● **Task description**: With the images set aside, retype every record below character for character.

● **Data excerpts**:
--------

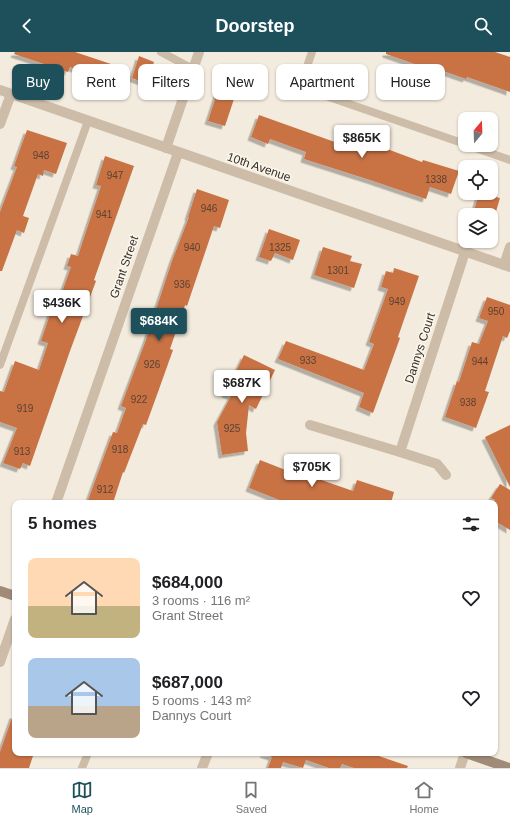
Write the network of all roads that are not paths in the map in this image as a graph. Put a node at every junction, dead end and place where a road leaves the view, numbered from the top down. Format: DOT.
graph roads {
  1 [pos="161,52"];
  2 [pos="199,52"];
  3 [pos="312,52"];
  4 [pos="184,64"];
  5 [pos="195,64"];
  6 [pos="0,90"];
  7 [pos="11,94"];
  8 [pos="182,100"];
  9 [pos="88,121"];
  10 [pos="0,124"];
  11 [pos="458,142"];
  12 [pos="166,148"];
  13 [pos="487,152"];
  14 [pos="178,153"];
  15 [pos="510,160"];
  16 [pos="510,247"];
  17 [pos="465,252"];
  18 [pos="507,266"];
  19 [pos="0,365"];
  20 [pos="310,426"];
  21 [pos="400,452"];
  22 [pos="446,474"];
  23 [pos="57,500"];
  24 [pos="0,591"];
  25 [pos="12,595"];
  26 [pos="12,628"];
  27 [pos="0,662"];
  28 [pos="87,756"];
  29 [pos="207,756"];
  30 [pos="464,756"];
  31 [pos="474,756"];
  32 [pos="82,768"];
  33 [pos="202,768"];
  34 [pos="460,768"];
  35 [pos="509,768"];
  1 -- 4 [label="lane"];
  2 -- 5 [label="street"];
  3 -- 11 [label="lane"];
  6 -- 7 [label="street, 10th Avenue"];
  7 -- 9 [label="street, 10th Avenue"];
  7 -- 10 [label="street"];
  8 -- 12 [label="street"];
  9 -- 12 [label="street, 10th Avenue"];
  9 -- 19 [label="lane"];
  12 -- 14 [label="street, 10th Avenue"];
  13 -- 15 [label="lane"];
  14 -- 17 [label="street, 10th Avenue"];
  14 -- 23 [label="street, Grant Street"];
  16 -- 18 [label="street"];
  17 -- 18 [label="street, 10th Avenue"];
  17 -- 21 [label="street, Dannys Court"];
  20 -- 21 [label="street"];
  21 -- 22 [label="street"];
  24 -- 25 [label="main road"];
  26 -- 27 [label="street"];
  28 -- 32 [label="lane"];
  29 -- 33 [label="street"];
  30 -- 34 [label="street"];
  31 -- 35 [label="main road"];
}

--------

● **Answer section**:
Write the network of all roads that are not paths in the map in this image as a graph. Put a node at every junction, dead end and place where a road leaves the view, numbered from the top down. Format: DOT.
graph roads {
  1 [pos="161,52"];
  2 [pos="199,52"];
  3 [pos="312,52"];
  4 [pos="184,64"];
  5 [pos="195,64"];
  6 [pos="0,90"];
  7 [pos="11,94"];
  8 [pos="182,100"];
  9 [pos="88,121"];
  10 [pos="0,124"];
  11 [pos="458,142"];
  12 [pos="166,148"];
  13 [pos="487,152"];
  14 [pos="178,153"];
  15 [pos="510,160"];
  16 [pos="510,247"];
  17 [pos="465,252"];
  18 [pos="507,266"];
  19 [pos="0,365"];
  20 [pos="310,426"];
  21 [pos="400,452"];
  22 [pos="446,474"];
  23 [pos="57,500"];
  24 [pos="0,591"];
  25 [pos="12,595"];
  26 [pos="12,628"];
  27 [pos="0,662"];
  28 [pos="87,756"];
  29 [pos="207,756"];
  30 [pos="464,756"];
  31 [pos="474,756"];
  32 [pos="82,768"];
  33 [pos="202,768"];
  34 [pos="460,768"];
  35 [pos="509,768"];
  1 -- 4 [label="lane"];
  2 -- 5 [label="street"];
  3 -- 11 [label="lane"];
  6 -- 7 [label="street, 10th Avenue"];
  7 -- 9 [label="street, 10th Avenue"];
  7 -- 10 [label="street"];
  8 -- 12 [label="street"];
  9 -- 12 [label="street, 10th Avenue"];
  9 -- 19 [label="lane"];
  12 -- 14 [label="street, 10th Avenue"];
  13 -- 15 [label="lane"];
  14 -- 17 [label="street, 10th Avenue"];
  14 -- 23 [label="street, Grant Street"];
  16 -- 18 [label="street"];
  17 -- 18 [label="street, 10th Avenue"];
  17 -- 21 [label="street, Dannys Court"];
  20 -- 21 [label="street"];
  21 -- 22 [label="street"];
  24 -- 25 [label="main road"];
  26 -- 27 [label="street"];
  28 -- 32 [label="lane"];
  29 -- 33 [label="street"];
  30 -- 34 [label="street"];
  31 -- 35 [label="main road"];
}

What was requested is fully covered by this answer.